When the program reaches a point at which an integer is involved in a potentially dangerous operation, like a memory allocation, DIODE records the current state of the symbolic expression. The initial test input won’t trigger an overflow, but DIODE can analyze the symbolic expression to calculate an input that will.

“DIODE is based on symbolic execution, a state-of-the-art technique that provides the ability to automatically explore and analyze paths through a program by modeling these paths as mathematical formulas,” said Cristian Cadar, senior lecturer in computing at Imperial College London.

This is an example of techniques that have been used in the hardware world for a long time now being deployed in the software world.
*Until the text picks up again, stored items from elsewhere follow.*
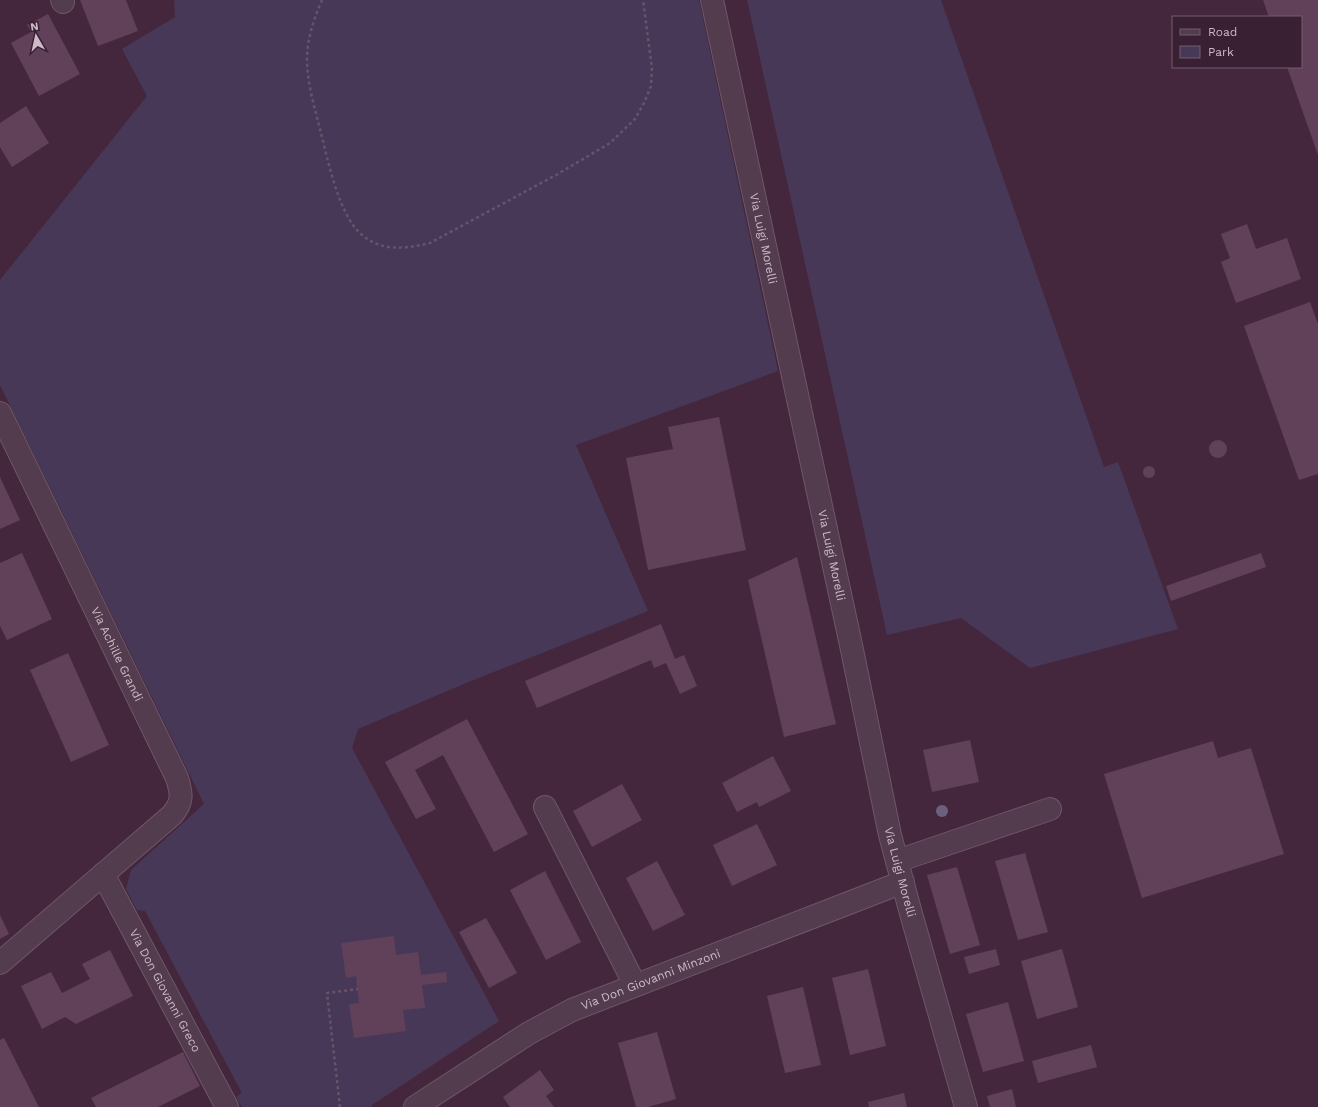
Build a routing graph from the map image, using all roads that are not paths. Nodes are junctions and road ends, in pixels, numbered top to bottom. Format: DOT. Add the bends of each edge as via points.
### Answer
graph roads {
  1 [pos="712,0"];
  2 [pos="0,413"];
  3 [pos="545,807"];
  4 [pos="1050,809"];
  5 [pos="897,861"];
  6 [pos="102,874"];
  7 [pos="903,882"];
  8 [pos="0,962"];
  9 [pos="635,985"];
  10 [pos="227,1107"];
  11 [pos="415,1107"];
  12 [pos="966,1107"];
  1 -- 5 [label="street, Via Luigi Morelli"];
  2 -- 6 [label="street, Via Achille Grandi" via="180,787 180,802 172,815"];
  3 -- 9 [label="street"];
  4 -- 5 [label="street"];
  5 -- 7 [label="street, Via Luigi Morelli"];
  6 -- 8 [label="street, Via Achille Grandi"];
  6 -- 10 [label="street, Via Don Giovanni Greco"];
  7 -- 9 [label="street, Via Don Giovanni Minzoni"];
  7 -- 12 [label="street, Via Luigi Morelli"];
  9 -- 11 [label="street, Via Don Giovanni Minzoni" via="556,1018"];
}
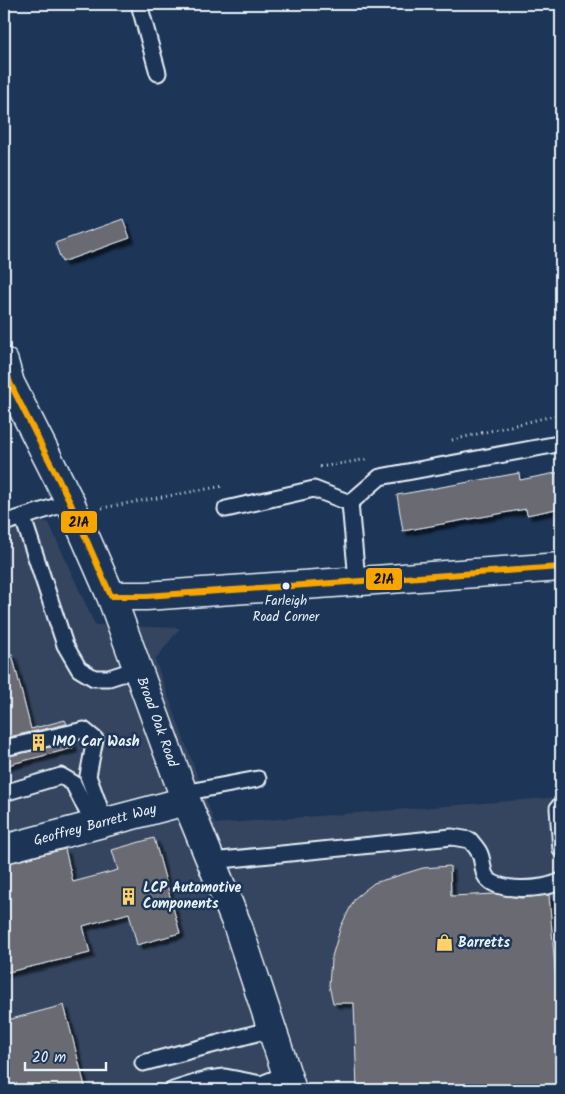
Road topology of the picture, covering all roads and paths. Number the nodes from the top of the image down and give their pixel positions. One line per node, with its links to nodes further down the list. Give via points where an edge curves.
1 (139, 4): 2 (lane)
2 (158, 73)
3 (4, 362): 5 (street, Broad Oak Road, via 10,383)
4 (561, 446): 6 (lane, via 380,477)
5 (70, 502): 8 (lane); 12 (street, Broad Oak Road)
6 (350, 503): 7 (lane, via 314,489); 11 (lane)
7 (226, 509)
8 (23, 518): 9 (lane); 13 (lane, via 65,645 79,669 94,678 109,678)
9 (4, 523)
10 (561, 567): 11 (street)
11 (357, 580): 12 (street)
12 (111, 596): 13 (street, Broad Oak Road)
13 (138, 670): 17 (street, Broad Oak Road)
14 (4, 748): 19 (lane, via 84,730 95,739 88,776)
15 (258, 779): 17 (lane)
16 (4, 793): 19 (lane, via 62,776 73,783)
17 (185, 797): 19 (street, Geoffrey Barrett Way); 22 (street, Broad Oak Road)
18 (561, 804): 21 (lane, via 558,808)
19 (100, 824): 20 (street, Geoffrey Barrett Way)
20 (4, 849)
21 (561, 850)
22 (210, 861): 23 (lane, via 452,837 470,840 480,852 485,875 490,882 503,888); 24 (street, Broad Oak Road, via 238,927)
23 (561, 881)
24 (272, 1029): 25 (lane); 26 (street, Broad Oak Road)
25 (143, 1063)
26 (290, 1082): 27 (lane, via 261,1084 225,1078 208,1079)
27 (173, 1090)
Interest in this type of deployment is one of the reasons Synopsys made their recent acquisition of Coverity and why other EDA vendors are looking at ways technologies developed for EDA can be utilized in other industries.

Micro-magnets are batteries for bacteria

Humans aren’t the only ones to use batteries—it seems microorganisms take advantage of rechargeable energy too. Researchers from the University of Tübingen, the University of Manchester, and the Pacific Northwest National Laboratory discovered that certain bacteria can use tiny magnets in order to share electrons, storing and using it just as we use a rechargeable battery.
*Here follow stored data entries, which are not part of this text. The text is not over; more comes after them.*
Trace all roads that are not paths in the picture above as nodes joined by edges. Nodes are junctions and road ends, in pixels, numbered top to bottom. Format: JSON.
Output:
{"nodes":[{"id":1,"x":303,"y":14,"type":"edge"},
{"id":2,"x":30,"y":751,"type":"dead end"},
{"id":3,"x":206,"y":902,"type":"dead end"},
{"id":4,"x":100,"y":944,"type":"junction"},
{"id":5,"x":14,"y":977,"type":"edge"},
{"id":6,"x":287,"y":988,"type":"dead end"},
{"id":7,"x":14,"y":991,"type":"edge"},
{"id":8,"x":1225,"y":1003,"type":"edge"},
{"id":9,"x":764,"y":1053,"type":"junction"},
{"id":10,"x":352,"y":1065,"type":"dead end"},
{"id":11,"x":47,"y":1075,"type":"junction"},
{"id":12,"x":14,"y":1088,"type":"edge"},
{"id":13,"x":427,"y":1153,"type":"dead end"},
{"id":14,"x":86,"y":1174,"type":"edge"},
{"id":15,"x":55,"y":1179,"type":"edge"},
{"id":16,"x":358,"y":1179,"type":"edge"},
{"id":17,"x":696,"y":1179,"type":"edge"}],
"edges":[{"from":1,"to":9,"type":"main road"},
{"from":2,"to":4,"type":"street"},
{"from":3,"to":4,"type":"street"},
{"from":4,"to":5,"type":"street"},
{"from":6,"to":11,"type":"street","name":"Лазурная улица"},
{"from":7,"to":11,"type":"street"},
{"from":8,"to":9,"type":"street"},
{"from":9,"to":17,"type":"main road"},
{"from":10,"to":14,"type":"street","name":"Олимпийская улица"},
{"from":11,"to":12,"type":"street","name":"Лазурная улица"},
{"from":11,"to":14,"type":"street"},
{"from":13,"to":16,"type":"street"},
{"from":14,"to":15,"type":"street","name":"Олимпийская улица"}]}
The experiment focused on two types of bacteria that metabolize iron to generate energy. The team incubated the microbes with magnetite, a magnetic nanoparticle found in many soils and sediments, then controlled the amount of light the cultures were exposed to. In conditions replicating day, iron-oxidizing bacteria removed electrons from the magnetite, discharging it. During night-time conditions, the iron-reducing bacteria took over and were able to dump electrons back onto the magnetite and recharge it for the following cycle.
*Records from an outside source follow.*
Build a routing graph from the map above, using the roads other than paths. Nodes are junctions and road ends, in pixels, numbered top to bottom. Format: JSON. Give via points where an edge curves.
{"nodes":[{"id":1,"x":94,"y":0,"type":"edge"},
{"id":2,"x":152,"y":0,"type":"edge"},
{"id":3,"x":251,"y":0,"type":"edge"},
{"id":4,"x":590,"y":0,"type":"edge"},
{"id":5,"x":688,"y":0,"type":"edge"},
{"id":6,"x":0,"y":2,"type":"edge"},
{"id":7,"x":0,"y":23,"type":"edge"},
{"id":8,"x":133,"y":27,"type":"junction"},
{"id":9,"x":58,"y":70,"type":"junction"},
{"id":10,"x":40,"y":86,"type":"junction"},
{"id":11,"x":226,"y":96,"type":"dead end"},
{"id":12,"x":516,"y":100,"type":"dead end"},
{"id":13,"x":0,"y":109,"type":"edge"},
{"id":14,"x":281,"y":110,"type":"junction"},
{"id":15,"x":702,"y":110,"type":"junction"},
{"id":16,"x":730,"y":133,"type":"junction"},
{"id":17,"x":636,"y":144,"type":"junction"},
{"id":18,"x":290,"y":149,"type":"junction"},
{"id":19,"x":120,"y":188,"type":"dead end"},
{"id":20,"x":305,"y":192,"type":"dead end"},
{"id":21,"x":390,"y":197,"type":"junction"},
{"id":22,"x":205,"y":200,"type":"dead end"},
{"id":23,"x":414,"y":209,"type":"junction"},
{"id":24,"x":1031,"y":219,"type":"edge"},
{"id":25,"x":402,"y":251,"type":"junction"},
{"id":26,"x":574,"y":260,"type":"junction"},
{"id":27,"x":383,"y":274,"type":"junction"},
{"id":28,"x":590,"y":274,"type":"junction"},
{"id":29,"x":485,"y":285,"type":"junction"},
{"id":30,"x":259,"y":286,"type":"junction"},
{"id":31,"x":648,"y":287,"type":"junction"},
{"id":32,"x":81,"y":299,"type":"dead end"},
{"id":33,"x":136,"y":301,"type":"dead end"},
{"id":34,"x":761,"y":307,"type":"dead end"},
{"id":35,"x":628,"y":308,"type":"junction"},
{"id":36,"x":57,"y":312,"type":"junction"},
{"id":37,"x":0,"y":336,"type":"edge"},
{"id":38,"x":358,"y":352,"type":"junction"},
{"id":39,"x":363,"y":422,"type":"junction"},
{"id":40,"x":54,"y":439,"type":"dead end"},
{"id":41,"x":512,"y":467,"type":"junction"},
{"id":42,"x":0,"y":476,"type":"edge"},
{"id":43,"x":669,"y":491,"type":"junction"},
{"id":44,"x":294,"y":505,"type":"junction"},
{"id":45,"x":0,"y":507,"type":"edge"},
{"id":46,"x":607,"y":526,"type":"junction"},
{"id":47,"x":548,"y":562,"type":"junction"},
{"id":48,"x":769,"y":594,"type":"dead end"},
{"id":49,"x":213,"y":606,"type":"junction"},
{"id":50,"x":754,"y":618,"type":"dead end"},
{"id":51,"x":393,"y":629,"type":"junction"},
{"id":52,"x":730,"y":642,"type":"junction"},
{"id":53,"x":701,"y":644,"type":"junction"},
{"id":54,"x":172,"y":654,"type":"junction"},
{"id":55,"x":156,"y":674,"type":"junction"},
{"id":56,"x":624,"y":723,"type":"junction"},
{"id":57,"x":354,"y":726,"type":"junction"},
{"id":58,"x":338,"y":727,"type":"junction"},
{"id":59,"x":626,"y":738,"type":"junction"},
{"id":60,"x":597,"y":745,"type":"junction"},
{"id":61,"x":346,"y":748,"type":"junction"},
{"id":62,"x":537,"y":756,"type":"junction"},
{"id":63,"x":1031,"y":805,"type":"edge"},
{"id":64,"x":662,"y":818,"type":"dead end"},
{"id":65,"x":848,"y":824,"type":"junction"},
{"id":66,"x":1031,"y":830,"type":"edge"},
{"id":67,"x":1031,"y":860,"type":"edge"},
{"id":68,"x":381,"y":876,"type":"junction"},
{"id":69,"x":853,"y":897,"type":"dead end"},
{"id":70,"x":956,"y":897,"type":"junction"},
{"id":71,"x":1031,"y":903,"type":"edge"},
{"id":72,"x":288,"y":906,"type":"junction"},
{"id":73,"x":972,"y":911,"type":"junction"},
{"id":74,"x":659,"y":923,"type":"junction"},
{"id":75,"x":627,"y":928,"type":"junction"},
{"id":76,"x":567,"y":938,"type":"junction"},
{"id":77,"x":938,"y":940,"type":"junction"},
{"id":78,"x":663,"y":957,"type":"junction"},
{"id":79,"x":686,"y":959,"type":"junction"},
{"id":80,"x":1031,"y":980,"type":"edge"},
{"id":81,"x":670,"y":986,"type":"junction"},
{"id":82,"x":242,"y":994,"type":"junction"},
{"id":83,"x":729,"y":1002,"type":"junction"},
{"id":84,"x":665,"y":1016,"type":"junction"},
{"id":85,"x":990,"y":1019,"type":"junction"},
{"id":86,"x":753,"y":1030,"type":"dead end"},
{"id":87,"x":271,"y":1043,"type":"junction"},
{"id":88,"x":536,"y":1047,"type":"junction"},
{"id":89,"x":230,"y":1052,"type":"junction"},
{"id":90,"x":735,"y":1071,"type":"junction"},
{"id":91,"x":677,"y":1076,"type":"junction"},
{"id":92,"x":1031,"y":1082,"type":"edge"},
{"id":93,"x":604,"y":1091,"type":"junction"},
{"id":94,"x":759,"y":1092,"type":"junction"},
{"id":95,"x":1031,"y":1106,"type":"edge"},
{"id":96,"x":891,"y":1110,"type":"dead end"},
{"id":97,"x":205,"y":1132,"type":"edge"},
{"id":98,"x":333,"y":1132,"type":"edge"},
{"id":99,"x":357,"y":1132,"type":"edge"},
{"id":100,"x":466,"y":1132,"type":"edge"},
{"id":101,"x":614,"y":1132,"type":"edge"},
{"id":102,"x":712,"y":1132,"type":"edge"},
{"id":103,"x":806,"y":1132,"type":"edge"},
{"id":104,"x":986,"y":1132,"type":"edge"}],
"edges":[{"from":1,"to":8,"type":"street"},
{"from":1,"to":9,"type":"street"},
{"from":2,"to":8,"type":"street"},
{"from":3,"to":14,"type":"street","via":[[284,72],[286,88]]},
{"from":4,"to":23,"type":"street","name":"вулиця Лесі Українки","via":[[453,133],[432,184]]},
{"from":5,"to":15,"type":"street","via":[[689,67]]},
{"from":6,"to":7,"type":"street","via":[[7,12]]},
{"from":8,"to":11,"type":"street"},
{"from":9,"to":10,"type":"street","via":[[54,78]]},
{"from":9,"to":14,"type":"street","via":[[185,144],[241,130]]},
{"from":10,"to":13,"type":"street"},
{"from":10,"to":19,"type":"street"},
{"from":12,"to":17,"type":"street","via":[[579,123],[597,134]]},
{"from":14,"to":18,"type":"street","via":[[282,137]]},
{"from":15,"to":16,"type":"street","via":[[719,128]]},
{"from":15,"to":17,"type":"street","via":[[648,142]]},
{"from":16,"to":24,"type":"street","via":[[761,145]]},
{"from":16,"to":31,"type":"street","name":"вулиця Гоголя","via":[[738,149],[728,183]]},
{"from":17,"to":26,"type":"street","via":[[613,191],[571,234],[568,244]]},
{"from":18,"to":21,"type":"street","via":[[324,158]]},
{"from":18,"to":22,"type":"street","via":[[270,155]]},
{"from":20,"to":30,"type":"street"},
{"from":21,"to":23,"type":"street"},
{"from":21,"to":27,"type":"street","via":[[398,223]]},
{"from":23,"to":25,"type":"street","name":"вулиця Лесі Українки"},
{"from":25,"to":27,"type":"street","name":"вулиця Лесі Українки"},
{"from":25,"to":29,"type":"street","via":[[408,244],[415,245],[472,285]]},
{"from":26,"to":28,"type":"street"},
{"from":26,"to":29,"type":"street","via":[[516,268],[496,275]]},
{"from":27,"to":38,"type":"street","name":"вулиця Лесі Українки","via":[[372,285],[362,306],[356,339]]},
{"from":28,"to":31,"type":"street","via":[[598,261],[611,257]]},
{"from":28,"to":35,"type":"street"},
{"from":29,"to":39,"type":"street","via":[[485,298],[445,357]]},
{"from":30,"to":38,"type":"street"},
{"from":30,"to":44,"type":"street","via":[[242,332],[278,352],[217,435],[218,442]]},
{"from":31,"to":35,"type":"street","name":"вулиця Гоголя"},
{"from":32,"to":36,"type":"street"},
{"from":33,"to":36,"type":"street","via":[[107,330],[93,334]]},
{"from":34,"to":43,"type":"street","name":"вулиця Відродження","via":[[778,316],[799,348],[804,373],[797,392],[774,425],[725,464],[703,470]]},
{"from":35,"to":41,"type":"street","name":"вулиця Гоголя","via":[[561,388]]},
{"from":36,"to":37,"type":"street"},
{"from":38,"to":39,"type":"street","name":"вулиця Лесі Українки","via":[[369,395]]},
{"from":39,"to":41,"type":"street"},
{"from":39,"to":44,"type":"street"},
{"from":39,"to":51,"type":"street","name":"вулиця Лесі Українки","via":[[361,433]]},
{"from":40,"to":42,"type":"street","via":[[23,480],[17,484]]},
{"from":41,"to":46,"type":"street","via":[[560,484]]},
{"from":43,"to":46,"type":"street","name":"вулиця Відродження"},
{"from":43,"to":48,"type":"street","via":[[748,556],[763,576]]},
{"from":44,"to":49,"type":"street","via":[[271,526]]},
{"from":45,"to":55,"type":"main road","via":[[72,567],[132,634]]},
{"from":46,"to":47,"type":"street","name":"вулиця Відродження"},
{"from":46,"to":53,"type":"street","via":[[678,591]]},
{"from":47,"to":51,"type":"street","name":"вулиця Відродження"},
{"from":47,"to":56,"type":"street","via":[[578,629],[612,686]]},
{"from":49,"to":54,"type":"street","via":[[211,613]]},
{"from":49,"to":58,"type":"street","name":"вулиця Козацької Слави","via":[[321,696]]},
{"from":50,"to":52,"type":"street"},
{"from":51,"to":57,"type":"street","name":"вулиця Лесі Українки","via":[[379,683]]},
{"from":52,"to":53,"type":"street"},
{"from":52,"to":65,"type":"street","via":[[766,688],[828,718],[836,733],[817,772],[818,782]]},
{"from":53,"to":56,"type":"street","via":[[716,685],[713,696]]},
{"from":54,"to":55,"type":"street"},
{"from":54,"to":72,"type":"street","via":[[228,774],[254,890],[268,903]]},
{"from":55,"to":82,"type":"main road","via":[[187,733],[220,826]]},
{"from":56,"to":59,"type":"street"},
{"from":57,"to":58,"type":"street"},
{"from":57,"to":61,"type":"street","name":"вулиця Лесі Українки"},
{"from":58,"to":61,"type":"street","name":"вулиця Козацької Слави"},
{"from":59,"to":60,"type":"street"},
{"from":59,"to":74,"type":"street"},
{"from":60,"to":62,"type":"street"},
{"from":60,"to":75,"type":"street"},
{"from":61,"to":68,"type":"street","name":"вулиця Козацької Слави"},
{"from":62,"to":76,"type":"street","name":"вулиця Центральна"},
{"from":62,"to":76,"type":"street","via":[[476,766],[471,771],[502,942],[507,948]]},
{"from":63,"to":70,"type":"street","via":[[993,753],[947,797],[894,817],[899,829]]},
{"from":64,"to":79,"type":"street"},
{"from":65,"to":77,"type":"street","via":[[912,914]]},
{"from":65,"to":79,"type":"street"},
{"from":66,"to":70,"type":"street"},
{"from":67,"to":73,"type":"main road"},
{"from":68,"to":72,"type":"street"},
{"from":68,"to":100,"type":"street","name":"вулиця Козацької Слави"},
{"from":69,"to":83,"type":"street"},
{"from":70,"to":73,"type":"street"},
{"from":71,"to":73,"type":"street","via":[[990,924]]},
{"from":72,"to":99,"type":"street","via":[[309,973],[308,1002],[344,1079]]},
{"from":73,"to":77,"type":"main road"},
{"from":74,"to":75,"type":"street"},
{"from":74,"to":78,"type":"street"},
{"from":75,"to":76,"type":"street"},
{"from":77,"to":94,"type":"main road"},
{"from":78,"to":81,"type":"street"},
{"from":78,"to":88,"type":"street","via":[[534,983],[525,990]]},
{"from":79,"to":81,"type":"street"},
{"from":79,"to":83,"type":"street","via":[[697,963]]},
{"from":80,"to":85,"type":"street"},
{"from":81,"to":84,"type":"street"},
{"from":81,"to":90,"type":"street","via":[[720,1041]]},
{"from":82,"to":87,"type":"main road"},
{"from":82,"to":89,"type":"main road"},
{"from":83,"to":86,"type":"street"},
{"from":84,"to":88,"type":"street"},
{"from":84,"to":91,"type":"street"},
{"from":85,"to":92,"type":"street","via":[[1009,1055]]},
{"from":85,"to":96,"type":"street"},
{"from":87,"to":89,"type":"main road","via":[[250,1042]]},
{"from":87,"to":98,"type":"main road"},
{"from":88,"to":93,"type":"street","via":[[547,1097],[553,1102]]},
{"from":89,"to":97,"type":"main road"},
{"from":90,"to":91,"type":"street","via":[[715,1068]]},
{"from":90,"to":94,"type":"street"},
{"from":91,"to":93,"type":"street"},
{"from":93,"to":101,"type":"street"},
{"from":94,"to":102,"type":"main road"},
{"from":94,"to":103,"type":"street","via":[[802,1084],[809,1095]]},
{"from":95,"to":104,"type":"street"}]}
Bottle used in the experiment, with pink color due to the Fe(II)-oxidizer bacteria and magnetite clinging to the side of the bottle near a magnet. (Source: James Byrne/Tübingen)

Bottle used in the experiment, with pink color due to the Fe(II)-oxidizer bacteria and magnetite clinging to the side of the bottle near a magnet. (Source: James Byrne/Tübingen)

This oxidation/reduction mechanism continued through several day/night cycles, showing the battery was used repeatedly. While this work has been on iron-metabolizing bacteria, the team thinks the potential for magnetite to act as a battery could extend to bacteria which don’t normally require iron to grow.

“This may have some interesting geochemical applications. There has been considerable recent work on using magnetite to clean up toxic metals,” said Andreas Kappler, professor at Tübingen and secretary of the European Association of Geochemistry. “For example, magnetite can reduce the toxic form of chromium, chromium VI, to the less toxic chromium (III), which can then be incorporated into a magnetite crystal. The fact that this magnetite may then be exposed to these reducing bacteria could potentially enhance its remediation capacity. But we are still at an early stage of understanding the bioengineering implications of this discovery.”